Labor Log: Dupuis on impact of possible NHL lockout; and which Pens are expected to attend NHLPA meeting.


A quick Friday hit, dear readers, submitted for your approval:

• Finally stopped by the informal gathering of Penguins players, today; and, wow, was it nice to hear the sound of blades to ice. Players at the workout: Eric Tangradi, James Neal, Pascal Dupuis, Matt Niskanen, Craig Adams, Matt Cooke, Ben Lovejoy and Chris Kunitz – the last of whom took a noticeable role in running the drill sessions. The workout lasted about two hours and wrapped with a pick-up game that also included team video coordinator Jim Britt in goal and strength/conditioning coach Mike Kadar filling in for an early-to-leave Cooke.

I couldn’t help but feel for Britt and Kadar as I spoke to the players about a possible NHL work stoppage, as it is most likely team employees working on contracts will take pay reductions – perhaps by up to 50 percent – if an NHL lockout stretches into the regular season.

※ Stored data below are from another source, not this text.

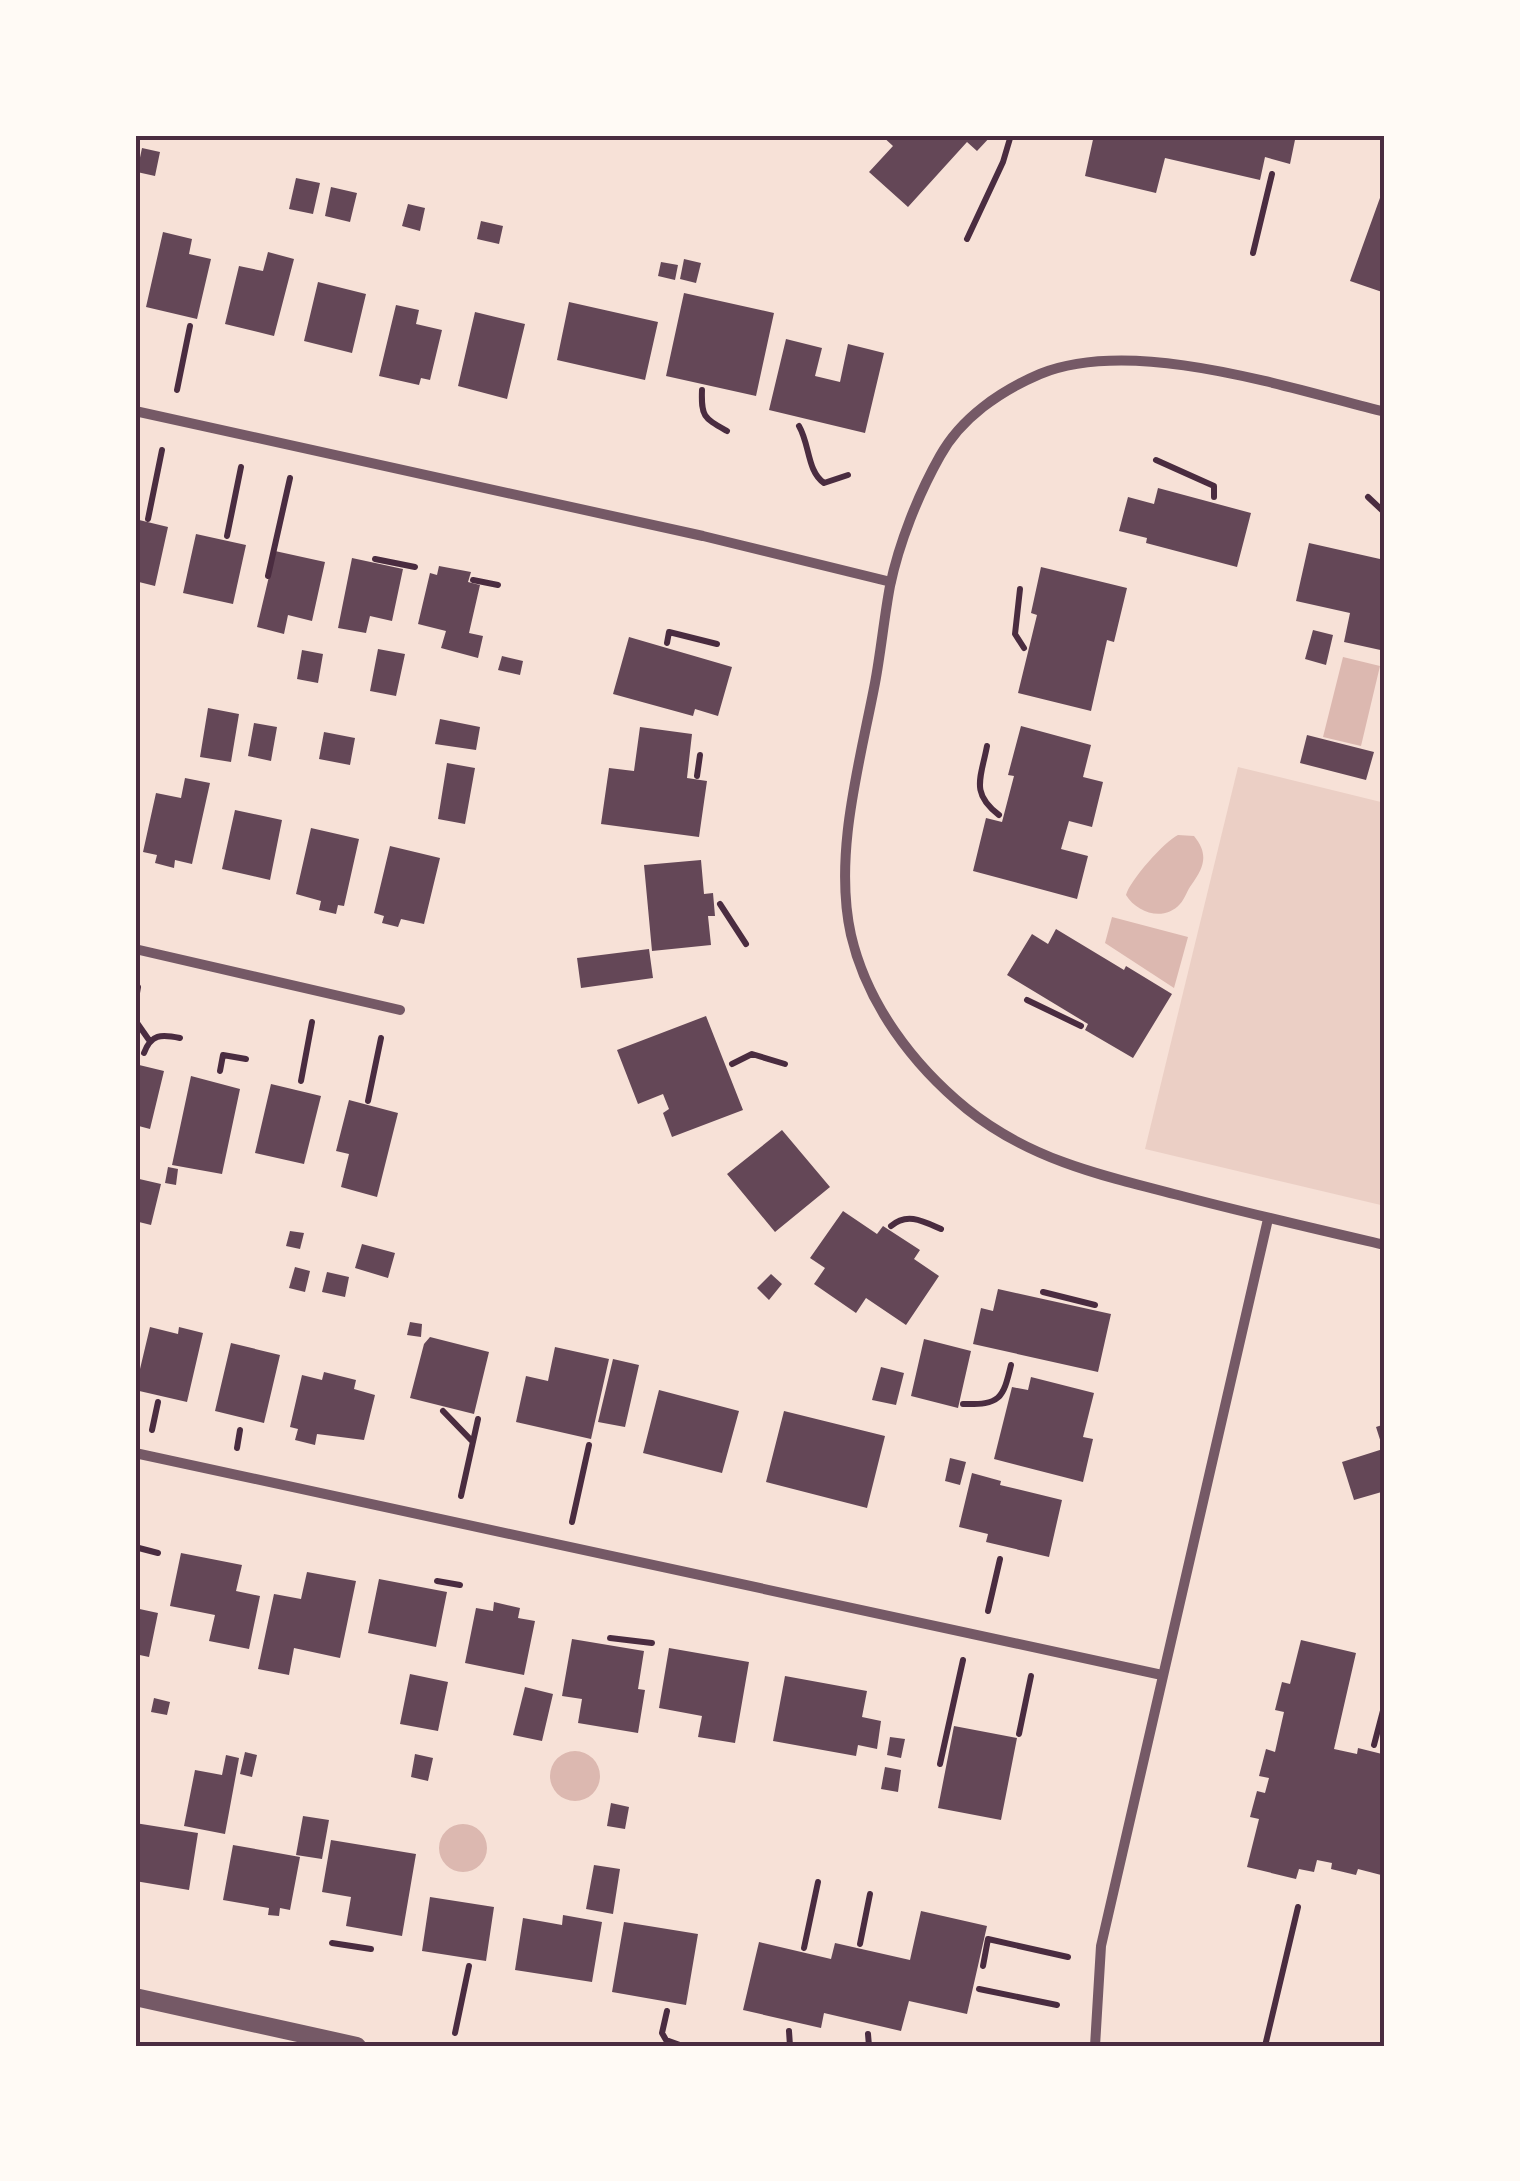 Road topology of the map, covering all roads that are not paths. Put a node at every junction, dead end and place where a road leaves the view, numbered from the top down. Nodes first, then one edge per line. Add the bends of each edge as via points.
1 (135, 411) edge
2 (1385, 412) edge
3 (891, 582) junction
4 (135, 949) edge
5 (400, 1010) dead end
6 (1268, 1218) junction
7 (1385, 1244) edge
8 (135, 1453) edge
9 (1162, 1675) junction
10 (135, 1997) edge
11 (357, 2046) edge
12 (1095, 2046) edge

1 - 3 street
2 - 3 street via 1164,361 1112,360 1040,374 982,408 942,453
3 - 6 street via 853,786 846,873 850,933 870,993 933,1079 1020,1145 1064,1165
4 - 5 street
6 - 7 street
6 - 9 street
8 - 9 street
9 - 12 street via 1099,1954
10 - 11 street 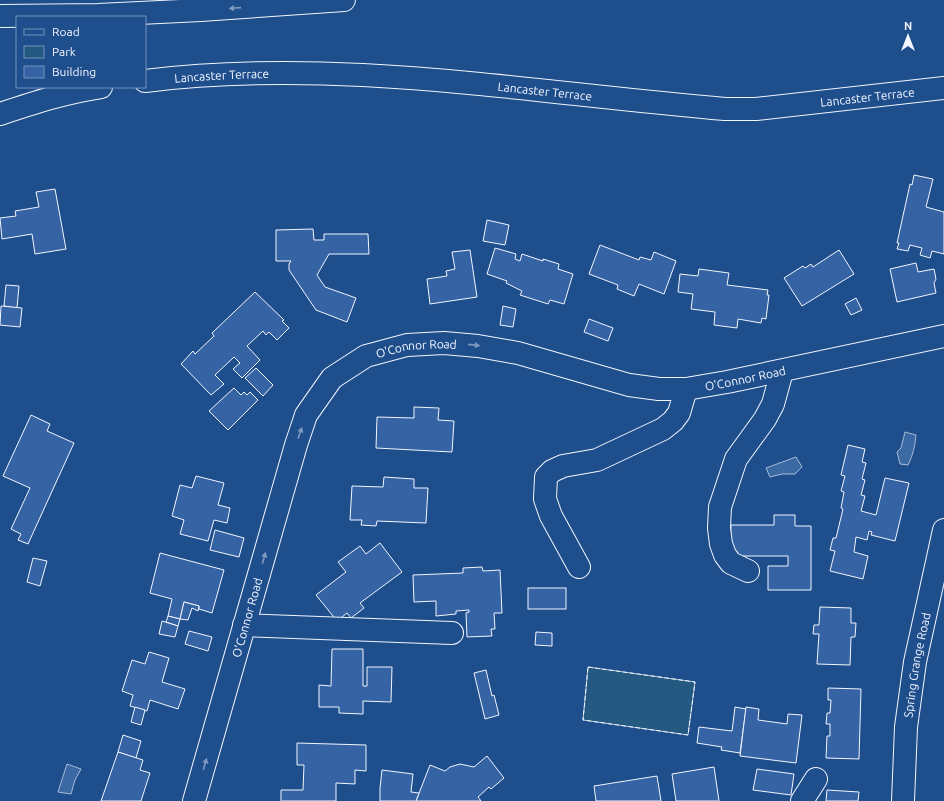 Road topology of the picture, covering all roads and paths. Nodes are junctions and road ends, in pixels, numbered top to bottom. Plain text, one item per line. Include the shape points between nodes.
1 (344, 0) edge
2 (0, 16) edge
3 (146, 81) edge
4 (94, 88) edge
5 (944, 88) edge
6 (0, 114) edge
7 (944, 336) edge
8 (782, 371) junction
9 (686, 389) junction
10 (944, 530) edge
11 (578, 568) dead end
12 (748, 571) dead end
13 (244, 625) junction
14 (452, 633) dead end
15 (816, 779) dead end
16 (194, 801) edge
17 (802, 801) edge
18 (903, 801) edge

1 -> 2 main road via 193,11
3 - 5 main road, Lancaster Terrace via 205,74 254,72 419,78 725,109 756,109
4 - 6 main road via 35,102
7 - 8 main road, O'Connor Road
8 - 9 main road, O'Connor Road
8 - 12 main road via 773,404 736,459 720,507 719,528 725,554 731,563
9 - 11 main road via 679,413 663,429 597,460 552,470 546,477 545,499
13 -> 9 main road, O'Connor Road via 306,414 332,378 366,356 407,345 444,343 478,346 518,354 629,385
10 - 18 main road, Spring Grange Road via 915,662 906,727
13 - 14 main road
16 -> 13 main road, O'Connor Road
15 - 17 main road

The employees taking salary reductions are lucky; many teams, if precedents hold, will outright drop employees via a lay off or firing. As always, the only real losers in a sports labor dispute are the people who aren’t millionaires have done nothing to invite the prevention of them doing their jobs.

This reality was not lost on Dupuis.

“It’s our livelihood, yeah – but there are a lot of people surrounding the game who will lose quite a bit,” Dupuis said. “It’s not only staff or hockey operations, but just the surrounding of the games – people in concessions, vendors, anybody whose livelihood depends on the game will suffer.”

Perhaps, if the hockey world is lucky, that sentiment was on the minds of NHL commissioner Gary Bettman, deputy commissioner Bill Daly, and union executives Don and Steve Fehr as they met for several hours informally today in New York.  This meeting was designed to lay the groundwork for a possible resumption of negotiations that have been at recess dating to last Friday.

• Speaking of the informal NHL/NHLPA meeting today, Penguins players were mostly upbeat about that surprise development. Adams, the club union rep, said he remains optimistic the sides can bridge the gap on the significant matter – split of revenue between the players and owners, and what defines that revenue.

To recap: The owners’ latest proposal calls for a redefinition of hockey-related revenue (HRR) and a move toward and ultimate 50-50 percentage split with players. The players, whose split now is 57-43 in their favor, want to keep HRR as it is defined in the current CBA and not take nearly as big a hit in their percentage share.

Until common ground is found on this subject and this subject alone no other issues will be finalized, Bettman said last week after the third of three days of meetings in New York.

The CBA expires Sept. 15. Training camps are set to open Sept. 21. The first regular-season games are scheduled for Oct. 11.

Time to reach a new CBA in order to avoid an owners’ lockout, which Bettman said will happen if there is no new deal by Sept. 15, is running out.

Several players told me today they expect games to be missed, but not the entire season.

To generalized a longer discussion with Dupuis: The NHL and its union waged a war that cost the hockey world the 2004-05 season, the first major pro sports season lost by any North American league. If there is a lengthy lockout – forget a season cancellation – this soon after that struggle, well, as Dupuis said:

“What was the point of last time?”

A fair question.

• Adams said most of the players at the informal workout today, which was held at Southpointe, will attend an NHLPA executive board meeting Wednesday and Thursday. Also slated to be in New York for that meeting among Penguins players are Brooks Orpik and player whose face will probably be captured a bit by TV cameras, Sidney Crosby.